WHAT IS EXPECTED. Those lines of the data that hold the word "image" are to be copied out.

[Records drawn from a dataset]
= = = = = = =

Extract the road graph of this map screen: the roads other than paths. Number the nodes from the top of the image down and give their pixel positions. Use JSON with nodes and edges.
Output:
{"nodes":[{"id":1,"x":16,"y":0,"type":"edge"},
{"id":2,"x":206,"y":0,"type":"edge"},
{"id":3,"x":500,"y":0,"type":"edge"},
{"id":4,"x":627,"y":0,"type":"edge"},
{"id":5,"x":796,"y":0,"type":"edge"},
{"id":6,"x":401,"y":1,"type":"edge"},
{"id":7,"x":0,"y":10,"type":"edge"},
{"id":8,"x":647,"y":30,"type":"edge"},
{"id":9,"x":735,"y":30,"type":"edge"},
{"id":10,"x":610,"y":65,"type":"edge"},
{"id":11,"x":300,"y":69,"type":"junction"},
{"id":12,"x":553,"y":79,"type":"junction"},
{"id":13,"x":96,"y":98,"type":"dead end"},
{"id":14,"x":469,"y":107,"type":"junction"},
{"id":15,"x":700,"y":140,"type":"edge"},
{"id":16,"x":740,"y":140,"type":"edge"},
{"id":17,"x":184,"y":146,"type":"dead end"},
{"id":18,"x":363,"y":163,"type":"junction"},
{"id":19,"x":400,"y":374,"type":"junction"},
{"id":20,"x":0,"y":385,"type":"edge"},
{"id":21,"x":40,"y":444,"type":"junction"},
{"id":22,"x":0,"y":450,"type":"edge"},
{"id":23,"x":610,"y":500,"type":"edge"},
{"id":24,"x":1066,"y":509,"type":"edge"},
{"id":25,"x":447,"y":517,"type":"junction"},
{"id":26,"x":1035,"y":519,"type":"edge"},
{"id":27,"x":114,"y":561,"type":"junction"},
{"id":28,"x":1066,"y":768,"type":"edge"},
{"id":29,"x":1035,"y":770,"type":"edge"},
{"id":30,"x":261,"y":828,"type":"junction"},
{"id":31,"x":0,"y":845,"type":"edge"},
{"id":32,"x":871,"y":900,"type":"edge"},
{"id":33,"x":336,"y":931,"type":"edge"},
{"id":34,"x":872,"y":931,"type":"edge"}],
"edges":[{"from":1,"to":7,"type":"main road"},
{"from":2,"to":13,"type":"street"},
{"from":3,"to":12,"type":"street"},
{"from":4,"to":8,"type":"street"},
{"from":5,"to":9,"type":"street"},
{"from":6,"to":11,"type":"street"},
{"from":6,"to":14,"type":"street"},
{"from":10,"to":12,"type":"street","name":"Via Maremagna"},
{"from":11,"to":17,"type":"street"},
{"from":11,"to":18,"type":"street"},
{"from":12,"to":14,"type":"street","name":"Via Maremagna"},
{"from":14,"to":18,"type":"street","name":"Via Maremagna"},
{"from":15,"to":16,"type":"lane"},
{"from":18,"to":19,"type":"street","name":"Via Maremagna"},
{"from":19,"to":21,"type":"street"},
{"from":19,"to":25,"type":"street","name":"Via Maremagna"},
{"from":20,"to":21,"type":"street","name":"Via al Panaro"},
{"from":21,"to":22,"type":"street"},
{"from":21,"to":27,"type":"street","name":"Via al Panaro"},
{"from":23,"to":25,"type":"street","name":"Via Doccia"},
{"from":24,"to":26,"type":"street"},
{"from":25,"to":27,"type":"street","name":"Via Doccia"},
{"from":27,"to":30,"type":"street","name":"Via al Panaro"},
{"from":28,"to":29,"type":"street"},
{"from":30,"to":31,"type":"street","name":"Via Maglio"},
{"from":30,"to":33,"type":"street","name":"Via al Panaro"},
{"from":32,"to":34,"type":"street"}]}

= = = = = = =

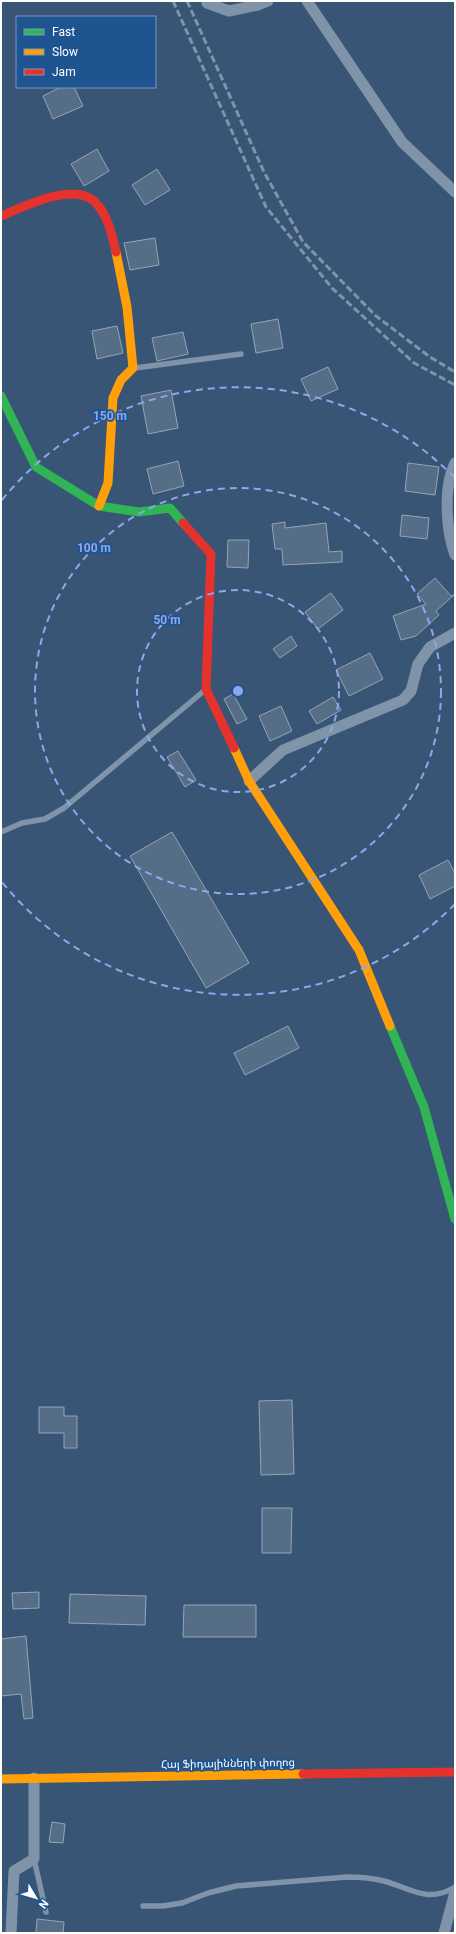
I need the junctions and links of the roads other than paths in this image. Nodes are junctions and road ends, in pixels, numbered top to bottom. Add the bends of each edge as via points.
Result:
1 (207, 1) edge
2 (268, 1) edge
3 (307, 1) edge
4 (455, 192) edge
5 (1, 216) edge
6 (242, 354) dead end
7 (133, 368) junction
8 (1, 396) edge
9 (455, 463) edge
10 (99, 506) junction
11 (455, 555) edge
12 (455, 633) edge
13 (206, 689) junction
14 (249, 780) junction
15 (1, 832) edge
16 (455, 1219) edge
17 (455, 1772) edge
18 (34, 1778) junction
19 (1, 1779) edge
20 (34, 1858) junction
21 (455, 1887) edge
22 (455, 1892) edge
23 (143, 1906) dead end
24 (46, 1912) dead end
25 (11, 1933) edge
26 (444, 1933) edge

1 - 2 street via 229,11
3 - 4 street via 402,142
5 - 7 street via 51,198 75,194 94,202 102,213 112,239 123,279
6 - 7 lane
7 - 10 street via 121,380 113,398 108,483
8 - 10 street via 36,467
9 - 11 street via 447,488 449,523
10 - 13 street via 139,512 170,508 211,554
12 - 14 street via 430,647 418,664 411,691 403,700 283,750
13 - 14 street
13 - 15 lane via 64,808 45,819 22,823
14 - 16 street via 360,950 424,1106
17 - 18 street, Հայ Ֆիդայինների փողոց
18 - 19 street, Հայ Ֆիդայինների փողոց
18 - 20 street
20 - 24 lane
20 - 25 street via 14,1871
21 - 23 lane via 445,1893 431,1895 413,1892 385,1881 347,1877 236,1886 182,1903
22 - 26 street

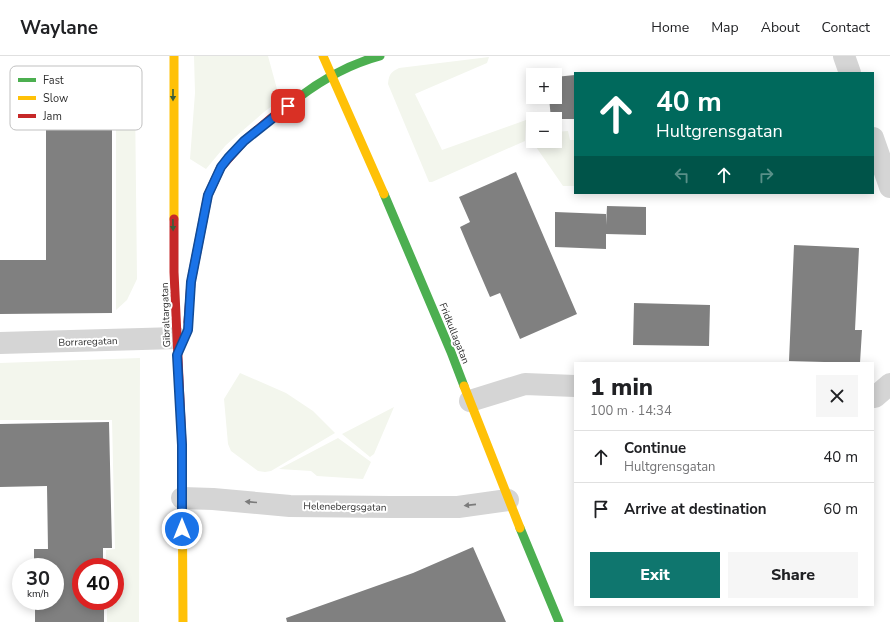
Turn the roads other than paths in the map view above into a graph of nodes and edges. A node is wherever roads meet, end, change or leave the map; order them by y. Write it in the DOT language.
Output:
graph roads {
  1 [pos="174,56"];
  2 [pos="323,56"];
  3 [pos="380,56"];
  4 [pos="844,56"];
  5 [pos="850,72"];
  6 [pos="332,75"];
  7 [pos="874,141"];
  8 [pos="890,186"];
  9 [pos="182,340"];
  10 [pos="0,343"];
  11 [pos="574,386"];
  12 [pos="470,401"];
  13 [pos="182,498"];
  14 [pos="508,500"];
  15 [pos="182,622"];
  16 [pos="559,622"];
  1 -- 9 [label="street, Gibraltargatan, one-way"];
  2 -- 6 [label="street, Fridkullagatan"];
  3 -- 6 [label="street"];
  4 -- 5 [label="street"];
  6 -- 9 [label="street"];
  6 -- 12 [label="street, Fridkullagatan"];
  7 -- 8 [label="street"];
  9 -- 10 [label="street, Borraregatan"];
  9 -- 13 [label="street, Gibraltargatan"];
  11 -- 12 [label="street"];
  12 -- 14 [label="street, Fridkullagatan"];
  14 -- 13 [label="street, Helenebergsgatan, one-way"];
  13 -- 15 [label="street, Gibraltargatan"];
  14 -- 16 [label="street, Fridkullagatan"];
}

= = = = = = =

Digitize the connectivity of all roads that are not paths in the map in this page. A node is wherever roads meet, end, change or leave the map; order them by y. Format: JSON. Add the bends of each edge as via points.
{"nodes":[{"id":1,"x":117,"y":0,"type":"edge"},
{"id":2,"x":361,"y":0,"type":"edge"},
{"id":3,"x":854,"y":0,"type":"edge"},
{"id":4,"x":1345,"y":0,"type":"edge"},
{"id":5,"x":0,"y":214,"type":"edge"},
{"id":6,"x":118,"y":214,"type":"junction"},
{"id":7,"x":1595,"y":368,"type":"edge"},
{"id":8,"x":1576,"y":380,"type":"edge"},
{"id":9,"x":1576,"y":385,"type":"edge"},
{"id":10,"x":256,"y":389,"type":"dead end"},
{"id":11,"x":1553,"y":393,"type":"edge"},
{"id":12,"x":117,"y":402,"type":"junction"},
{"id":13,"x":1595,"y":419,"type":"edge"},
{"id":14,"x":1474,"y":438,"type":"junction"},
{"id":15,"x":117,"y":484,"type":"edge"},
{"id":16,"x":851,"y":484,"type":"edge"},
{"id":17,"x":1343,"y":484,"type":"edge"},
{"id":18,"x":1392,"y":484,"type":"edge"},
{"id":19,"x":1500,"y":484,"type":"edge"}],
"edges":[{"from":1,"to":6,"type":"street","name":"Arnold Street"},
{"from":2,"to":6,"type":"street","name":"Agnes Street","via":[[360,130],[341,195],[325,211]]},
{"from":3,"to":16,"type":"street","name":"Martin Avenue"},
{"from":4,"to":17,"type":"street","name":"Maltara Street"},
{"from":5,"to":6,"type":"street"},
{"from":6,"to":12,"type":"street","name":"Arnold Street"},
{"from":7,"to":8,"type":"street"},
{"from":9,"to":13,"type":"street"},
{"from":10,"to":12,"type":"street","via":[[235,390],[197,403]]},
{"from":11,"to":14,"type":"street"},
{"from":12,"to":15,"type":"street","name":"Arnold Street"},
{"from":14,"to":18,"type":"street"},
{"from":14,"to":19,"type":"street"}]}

= = = = = = =

EXERCISE OUTPUT.
Extract the road graph of this map screen: the roads other than paths. Number the nodes from the top of the image down and give their pixel positions. Use JSON with nodes and edges.
I need the junctions and links of the roads other than paths in this image. Nodes are junctions and road ends, in pixels, numbered top to bottom. Add the bends of each edge as via points.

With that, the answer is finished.